Dr. Ingrid Klingmann: My name is Ingrid Klingmann. I am a physician by training. I grew up and studied in Germany, but I have been living in Belgium for more than 30 years. As a teenager, my dream was to become a family physician, ideally working in the countryside, and I worked very hard to achieve that goal.
Once I was practicing as a general practitioner, I realized two things. First, I am a very curious person and I need constant learning, which routine work could not fully provide. Second, I noticed that there were still many gaps in how patients with different diseases were treated. That made me curious about medicines development and clinical research. I joined that field without really knowing what it involved at first, but it quickly became my passion.

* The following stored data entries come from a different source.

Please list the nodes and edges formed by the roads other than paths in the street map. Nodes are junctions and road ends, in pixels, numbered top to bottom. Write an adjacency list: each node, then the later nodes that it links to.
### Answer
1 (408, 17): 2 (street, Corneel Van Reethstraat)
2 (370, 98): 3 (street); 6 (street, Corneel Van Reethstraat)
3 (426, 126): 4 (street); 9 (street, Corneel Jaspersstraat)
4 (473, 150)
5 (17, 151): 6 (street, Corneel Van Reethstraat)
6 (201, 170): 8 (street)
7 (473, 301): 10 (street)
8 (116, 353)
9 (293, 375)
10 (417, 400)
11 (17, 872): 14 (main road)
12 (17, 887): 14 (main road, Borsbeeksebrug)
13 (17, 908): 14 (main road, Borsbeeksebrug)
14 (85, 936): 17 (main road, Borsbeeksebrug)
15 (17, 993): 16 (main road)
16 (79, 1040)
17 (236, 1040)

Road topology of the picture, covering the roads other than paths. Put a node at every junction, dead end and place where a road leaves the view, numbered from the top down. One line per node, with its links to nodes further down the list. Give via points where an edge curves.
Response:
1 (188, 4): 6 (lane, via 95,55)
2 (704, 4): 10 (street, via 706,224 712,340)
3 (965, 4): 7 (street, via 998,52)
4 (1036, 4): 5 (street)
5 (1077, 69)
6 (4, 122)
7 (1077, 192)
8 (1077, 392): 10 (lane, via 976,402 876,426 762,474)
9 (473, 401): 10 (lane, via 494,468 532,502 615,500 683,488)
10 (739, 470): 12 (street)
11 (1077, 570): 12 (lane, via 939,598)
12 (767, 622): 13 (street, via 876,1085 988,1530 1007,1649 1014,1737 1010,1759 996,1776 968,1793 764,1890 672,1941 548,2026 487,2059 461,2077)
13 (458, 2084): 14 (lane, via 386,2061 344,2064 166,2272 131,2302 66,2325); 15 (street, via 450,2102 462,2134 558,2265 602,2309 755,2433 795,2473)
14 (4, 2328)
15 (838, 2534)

You were one of the initiators of EUPATI. What gap were you trying to fill, and what motivated you to take action?
Dr. Ingrid Klingmann: A key turning point for me was when I moved from being a treating physician to being a research physician. As a treating doctor, your goal is always to find the best possible treatment for an individual patient. In research, however, you work with strict protocols, often randomized and double-blind, meaning neither the patient nor the physician knows which treatment is given.
This created a major ethical conflict for me. I had to explain to patients that by joining a clinical trial, I could not choose the best treatment specifically for them. The justification for this lies in Good Clinical Practice (GCP), which is a global quality standard designed to protect trial participants and ensure reliable data.
Later, my own experience as a breast cancer patient deepened this motivation. I noticed that doctors spoke to me very differently than to other patients. We discussed options on an equal level, while many other patients experienced very paternalistic communication. That made me realize how important knowledge and confidence are for patients.
Looking back: were there any major challenges or resistance you encountered in the early days?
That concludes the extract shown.